Civil engineer Marie St. Gelais grew up in an Indigenous community on the north shore of the St. Lawrence in Quebec. She first chose engineering because her father told her, simply, to “pick something that will allow you to go outside.”

Over time she realized that engineering is central to community self-determination. “Our communities lack control over the construction of their own infrastructure,” she said.

So she founded Ashini Consultants Engineering, an Indigenous-owned firm named after her great-grandmother, Maria Ashini. Her team designs buildings and community infrastructure with communities, intentionally bringing different voices into the design process and bridging between major projects including pipelines, rail, mining, and the lands and Peoples they affect.

“We need Indigenous technical voices in those projects,” she stressed. “We want to bring traditional knowledge to create better projects and not just for Indigenous communities, but for society.”

Credibility has been a hurdle. “To a lot of people, ‘Indigenous engineering firm’ doesn’t go together,” she said. “I’ve had to build that credibility over years.”

“The federal government talks about opportunities,” she said. “But if we want real opportunities, they have to stop putting the responsibility on first-tier contractors. They need to adapt their own criteria and take the lead.”

Women Building Canada

The final question turned to the federal budget and record-level investments in housing, transportation, climate and other critical infrastructure.
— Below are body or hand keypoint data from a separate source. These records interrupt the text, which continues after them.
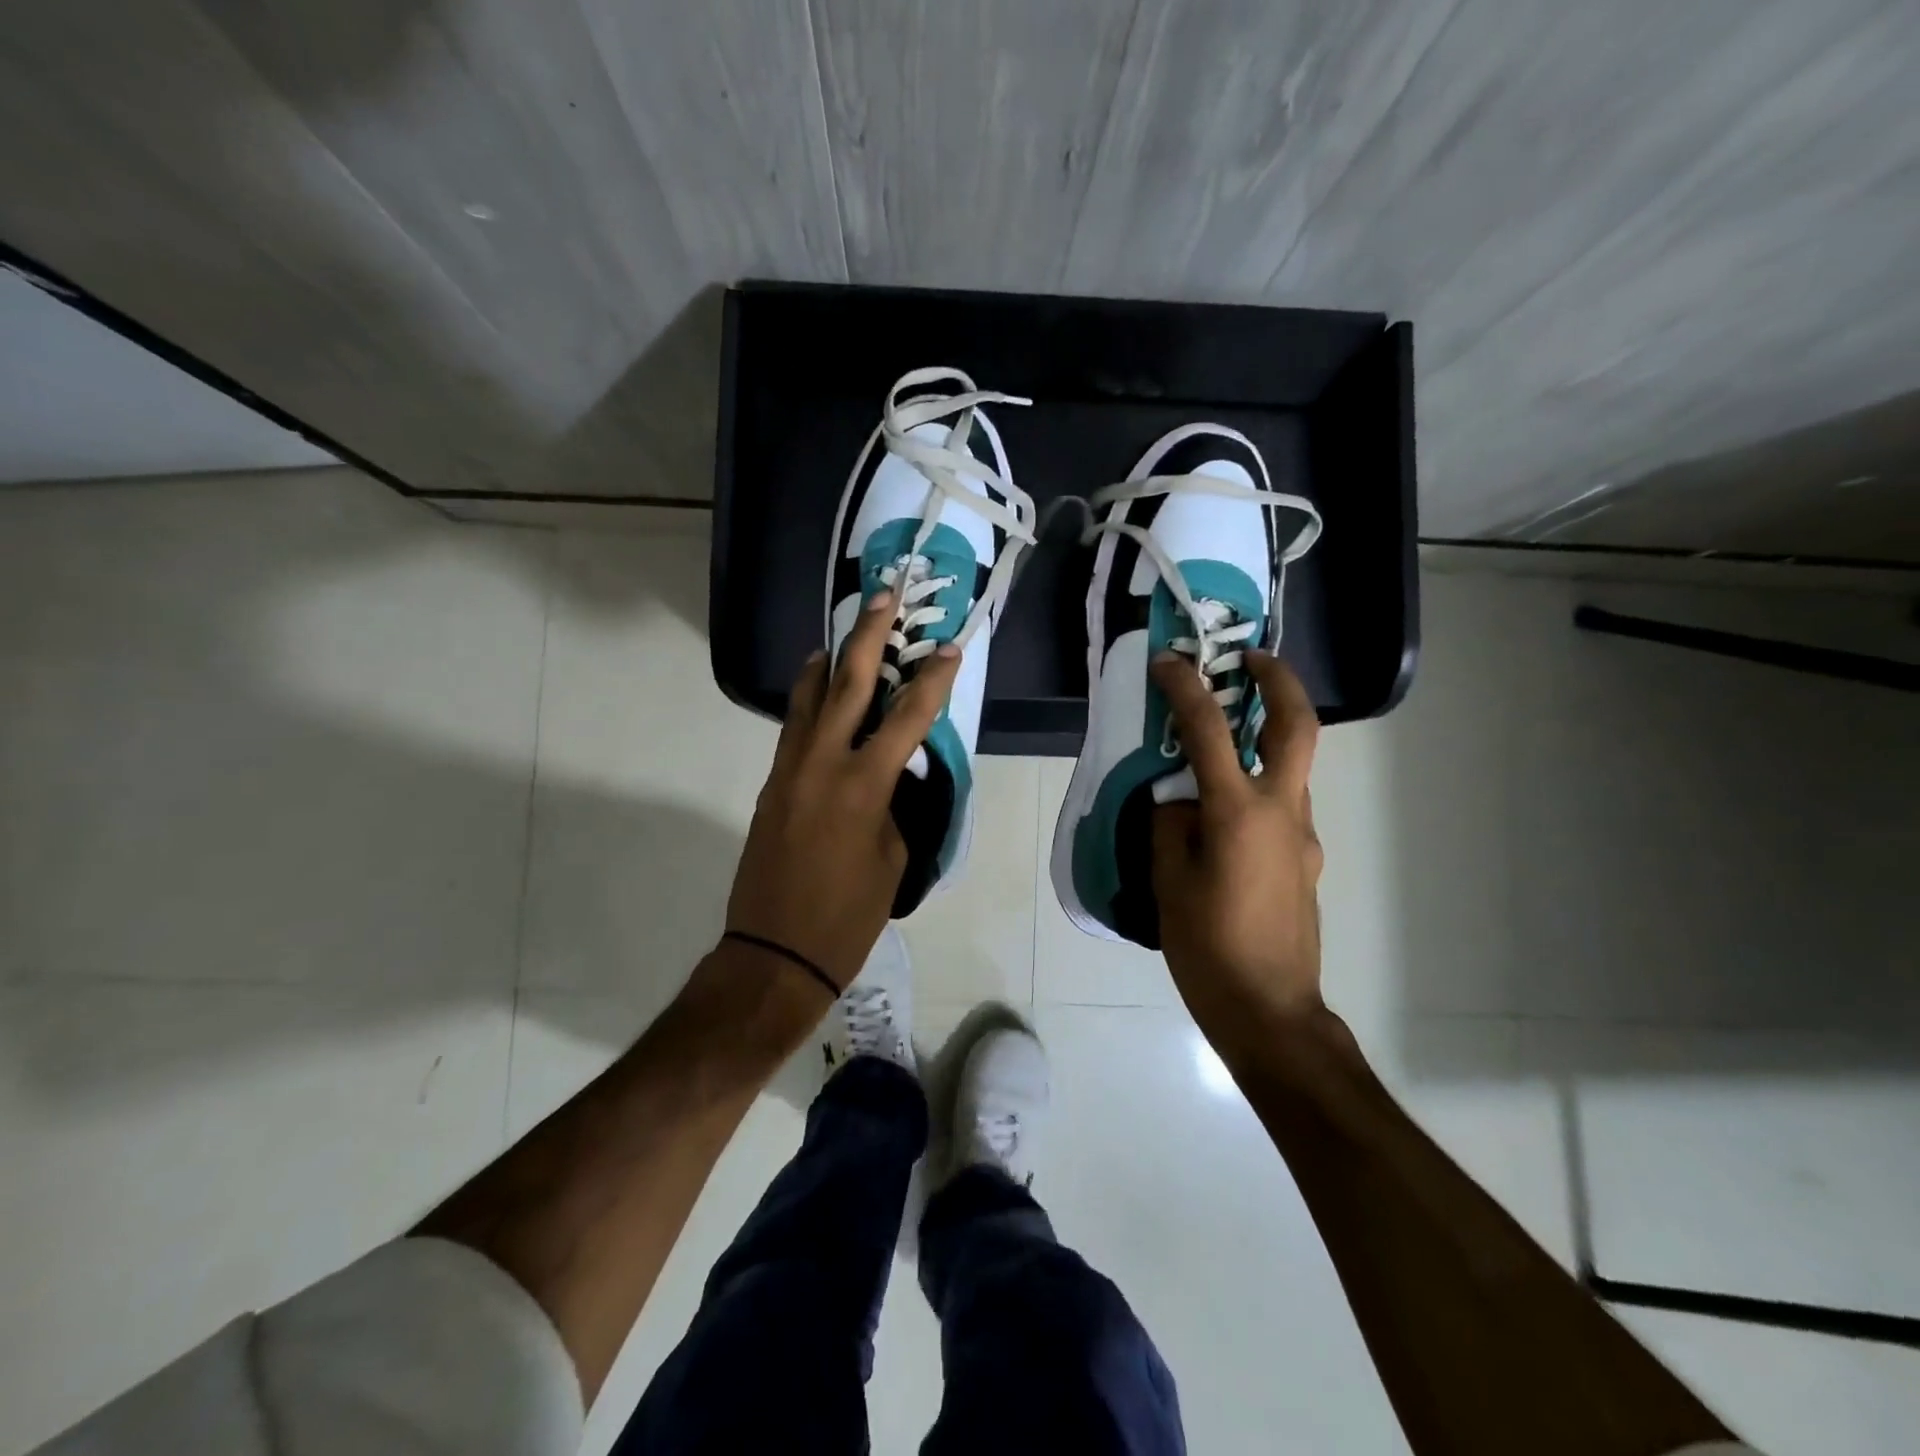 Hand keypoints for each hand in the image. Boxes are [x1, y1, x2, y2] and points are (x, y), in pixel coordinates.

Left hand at [726, 591, 960, 988]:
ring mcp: (789, 770)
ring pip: (809, 698)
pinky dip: (810, 701)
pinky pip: (795, 728)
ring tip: (843, 636)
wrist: (775, 953)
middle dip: (869, 635)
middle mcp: (823, 763)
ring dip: (829, 661)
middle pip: (847, 683)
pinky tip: (820, 694)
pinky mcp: (772, 784)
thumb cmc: (848, 915)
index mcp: (864, 785)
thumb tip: (894, 774)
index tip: (949, 649)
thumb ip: (896, 805)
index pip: (908, 717)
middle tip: (883, 596)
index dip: (932, 680)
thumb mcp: (893, 859)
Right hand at [1151, 649, 1325, 1054]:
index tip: (1168, 661)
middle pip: (1298, 727)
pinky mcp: (1305, 859)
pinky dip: (1256, 787)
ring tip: (1219, 741)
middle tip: (1251, 658)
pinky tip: (1222, 816)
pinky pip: (1281, 806)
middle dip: (1279, 681)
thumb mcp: (1168, 882)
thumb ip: (1170, 825)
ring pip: (1291, 767)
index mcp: (1239, 814)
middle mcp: (1283, 812)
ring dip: (1265, 737)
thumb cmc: (1209, 948)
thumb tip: (1177, 799)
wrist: (1271, 1012)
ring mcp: (1303, 836)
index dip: (1186, 689)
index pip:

Cross argued that much of the funding will flow through collaborative initiatives such as consortia of architects, engineers and contractors.“If we as women are not at those tables, we’re not going to see that funding,” she said. “Even within our own companies, if we’re not integrated enough, others will grab those projects.”
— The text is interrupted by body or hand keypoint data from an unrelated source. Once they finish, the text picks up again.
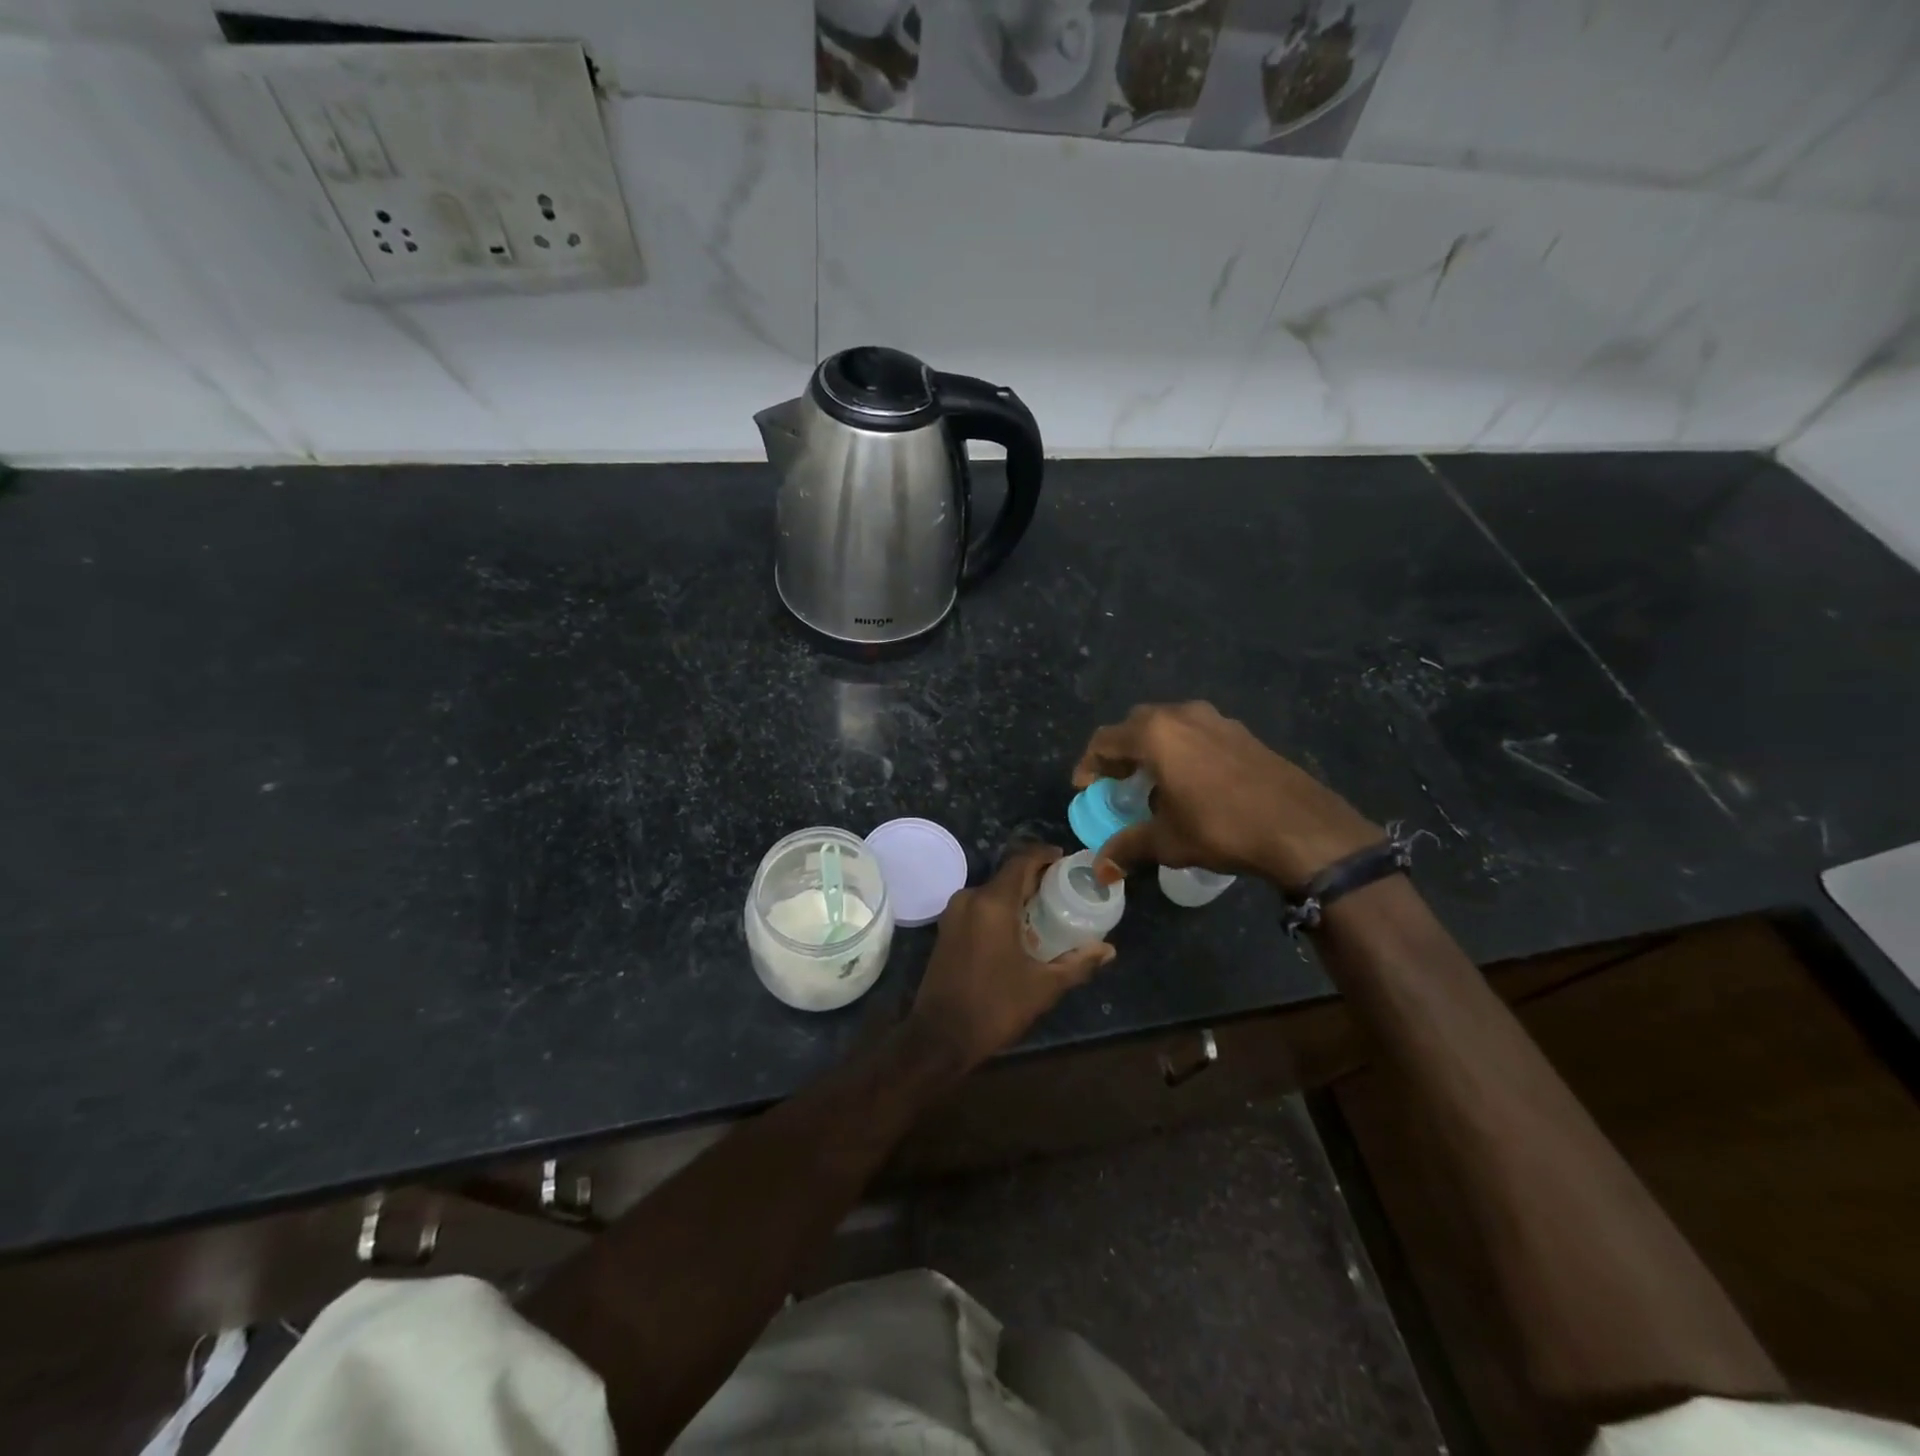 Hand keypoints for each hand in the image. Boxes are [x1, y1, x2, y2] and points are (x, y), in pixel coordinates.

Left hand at [908, 844, 1115, 1073]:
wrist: (939, 1037)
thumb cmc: (994, 1007)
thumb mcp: (1043, 987)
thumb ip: (1077, 963)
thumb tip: (1108, 949)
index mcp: (992, 903)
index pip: (1022, 861)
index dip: (1045, 856)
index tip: (1067, 861)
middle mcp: (970, 898)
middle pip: (1008, 875)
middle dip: (1036, 878)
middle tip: (1065, 890)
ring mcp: (954, 913)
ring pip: (993, 891)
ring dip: (1018, 895)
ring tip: (1047, 910)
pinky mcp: (947, 929)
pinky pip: (980, 906)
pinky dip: (1001, 909)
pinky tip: (1020, 929)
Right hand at [1073, 701, 1379, 888]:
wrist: (1300, 827)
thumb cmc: (1221, 828)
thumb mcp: (1167, 841)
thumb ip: (1128, 847)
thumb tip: (1099, 870)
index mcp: (1155, 734)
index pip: (1105, 739)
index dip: (1089, 764)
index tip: (1085, 788)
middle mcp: (1182, 715)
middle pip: (1135, 725)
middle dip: (1120, 752)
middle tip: (1116, 782)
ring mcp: (1216, 719)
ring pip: (1169, 724)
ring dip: (1152, 748)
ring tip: (1153, 781)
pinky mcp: (1241, 731)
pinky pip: (1196, 732)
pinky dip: (1181, 749)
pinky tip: (1191, 781)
Larjani called for stronger partnerships between public and private sectors and for governments to match their promises on affordable housing with capital that reflects the true scale of the crisis.

Fraser urged policymakers to treat aviation like roads and hospitals. Treat it as “critical infrastructure” that underpins trade, health care and reconciliation with remote communities.

Stone pressed for procurement reforms that stop defaulting to “old-boys’” firms and recognize the value and safety records of women- and Indigenous-owned security companies.

St. Gelais emphasized that real opportunity requires federal leadership on supplier diversity, not just expectations that primes will “do the right thing.”

Lennox closed by tying these threads back to WEOC and WEKH’s ongoing advocacy:
“We have an opportunity with these critical industries to work together and provide feedback to the government so that tier one contracts, with the majority of expenditures, have clear plans, transparent measures and accountability. Everyone should rise with these major investments in our taxpayer dollars.”

As Cukier, co-chair of WEKH, noted, “women entrepreneurs are central to Canada’s growth strategy. Their footprint is large, their resilience proven, and their potential, if fully supported, is transformative. Canada is investing in the next generation of infrastructure. Ensuring women, especially in under-represented sectors, participate fully is an economic imperative.”